Task inputs »

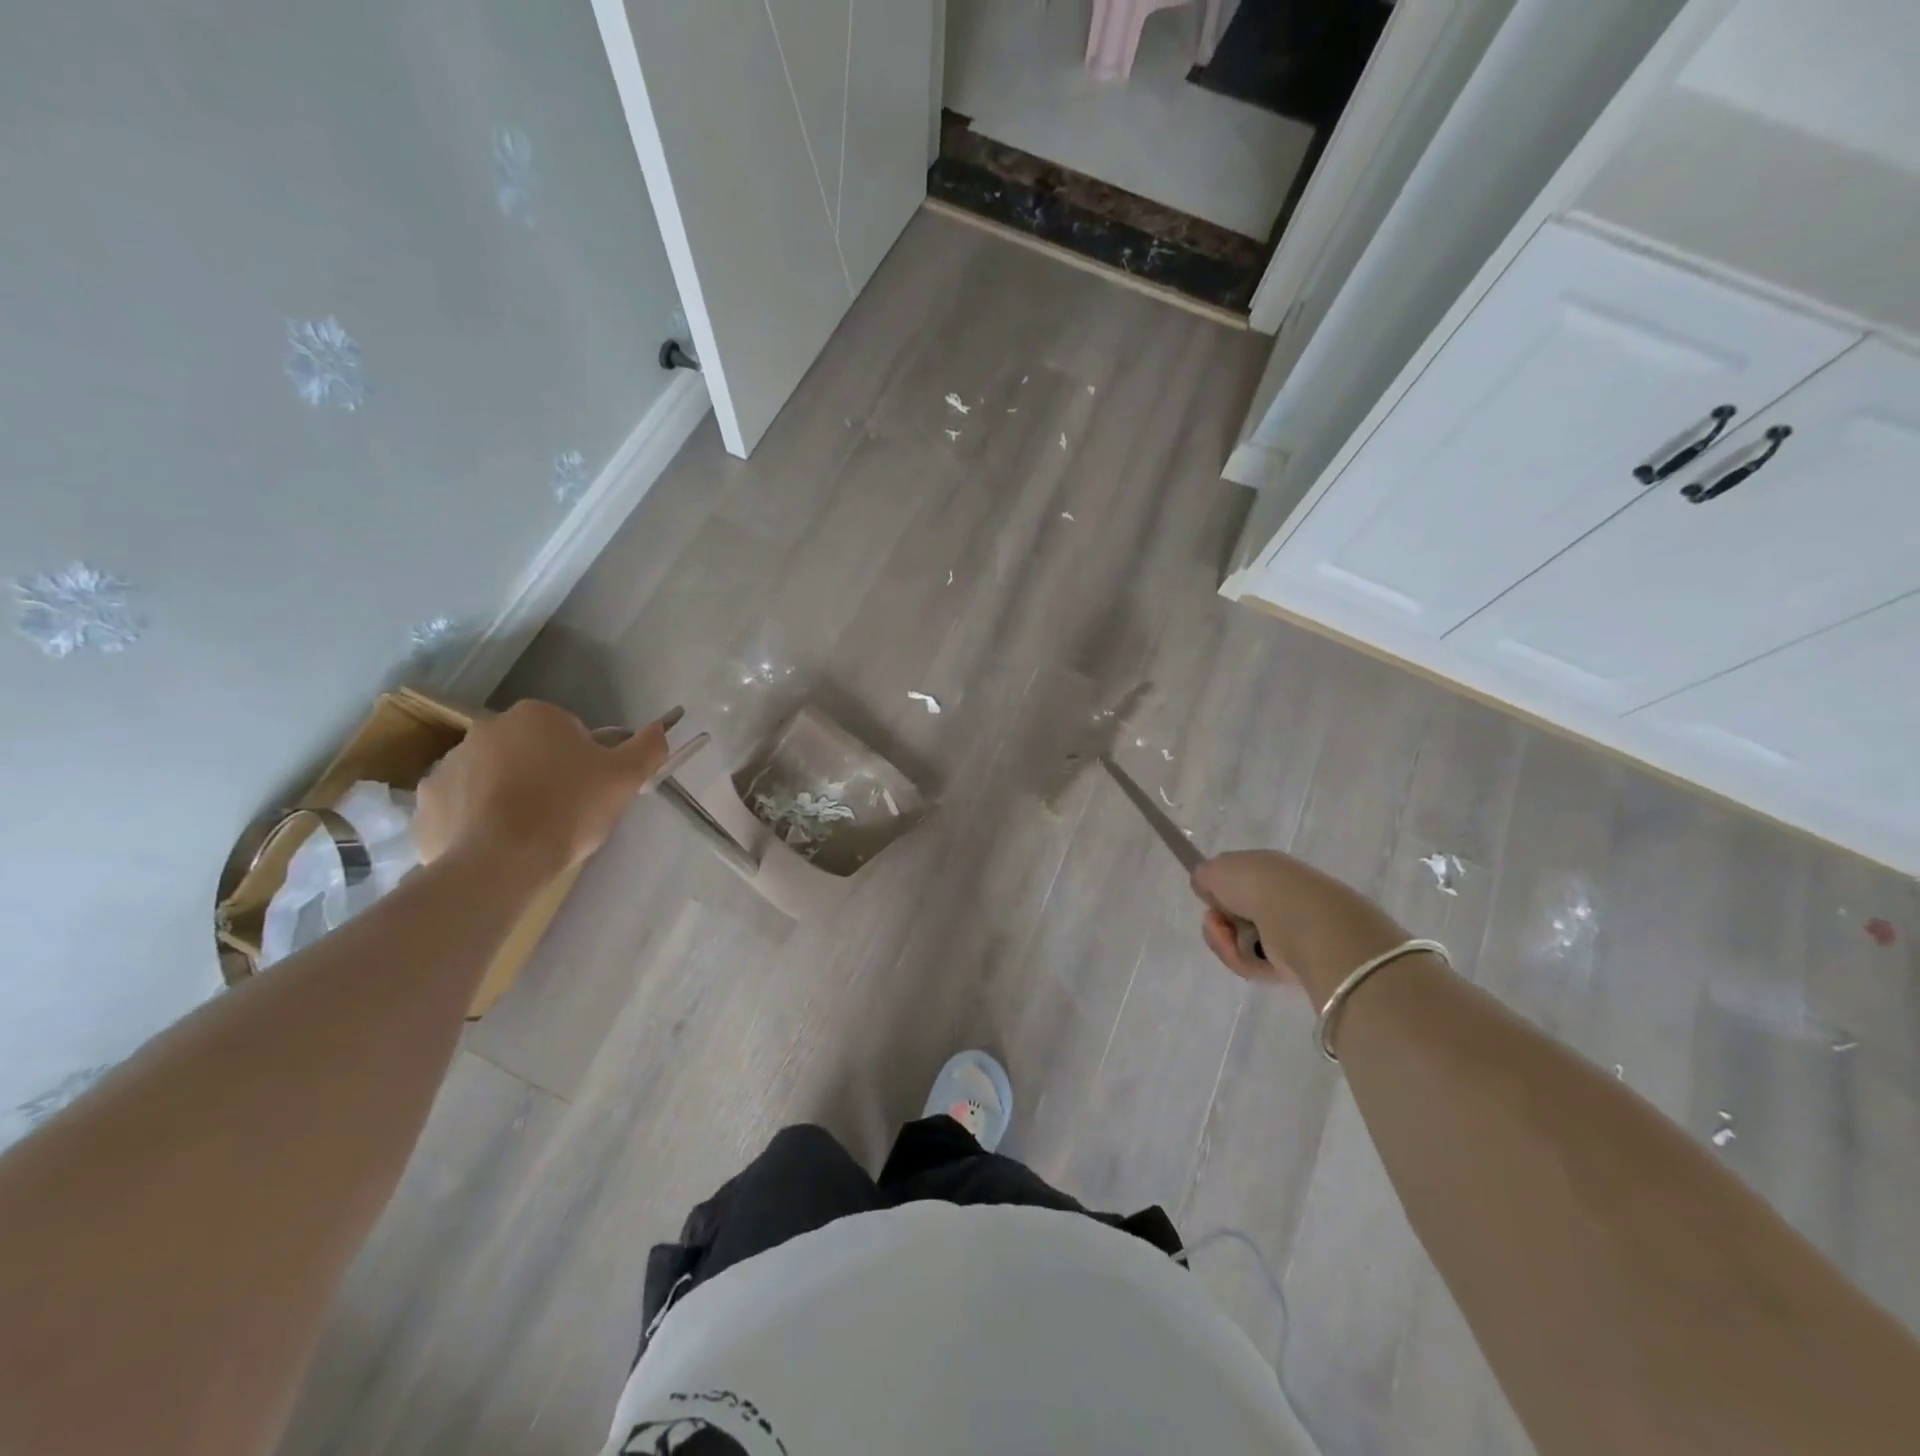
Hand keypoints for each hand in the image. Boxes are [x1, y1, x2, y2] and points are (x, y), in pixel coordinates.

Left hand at [413, 701, 670, 874]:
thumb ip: (648, 747)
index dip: (587, 762)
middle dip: (545, 774)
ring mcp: (449, 763)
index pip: (571, 732)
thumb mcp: (625, 778)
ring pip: (494, 776)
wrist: (500, 862)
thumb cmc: (568, 810)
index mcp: (536, 715)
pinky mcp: (427, 801)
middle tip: (566, 812)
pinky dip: (477, 819)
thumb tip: (662, 726)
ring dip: (510, 794)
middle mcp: (487, 728)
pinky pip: (461, 805)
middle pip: (530, 751)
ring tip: (531, 832)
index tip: (591, 791)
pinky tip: (497, 843)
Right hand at [1191, 850, 1408, 1003]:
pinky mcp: (1291, 963)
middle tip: (1214, 921)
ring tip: (1225, 938)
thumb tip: (1207, 888)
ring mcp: (1288, 931)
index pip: (1238, 881)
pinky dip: (1240, 959)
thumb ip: (1205, 876)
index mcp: (1268, 870)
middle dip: (1218, 920)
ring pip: (1242, 941)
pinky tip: (1239, 952)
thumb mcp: (1217, 868)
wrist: (1300, 920)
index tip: (1208, 897)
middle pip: (1237, 914)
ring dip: (1224, 941)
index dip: (1218, 890)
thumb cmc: (1257, 885)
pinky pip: (1254, 963)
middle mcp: (1281, 898)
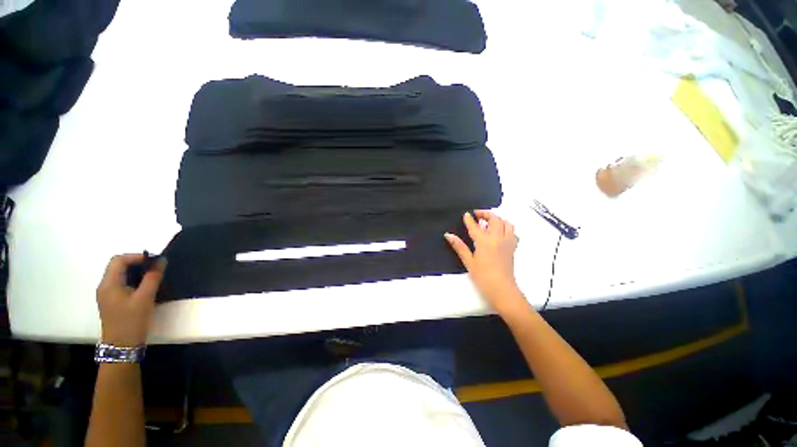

Try it » Lines holding the word "hand" should be copied from the entries above.

Answer box »
Hand keypoints for each hand in the image. Boxes are [x1, y1, x2, y2] and points are (x, y), in pixel coordinates.
Left hand at [413, 701, 670, 874]:
Right hand at [1191, 850, 1408, 1003]:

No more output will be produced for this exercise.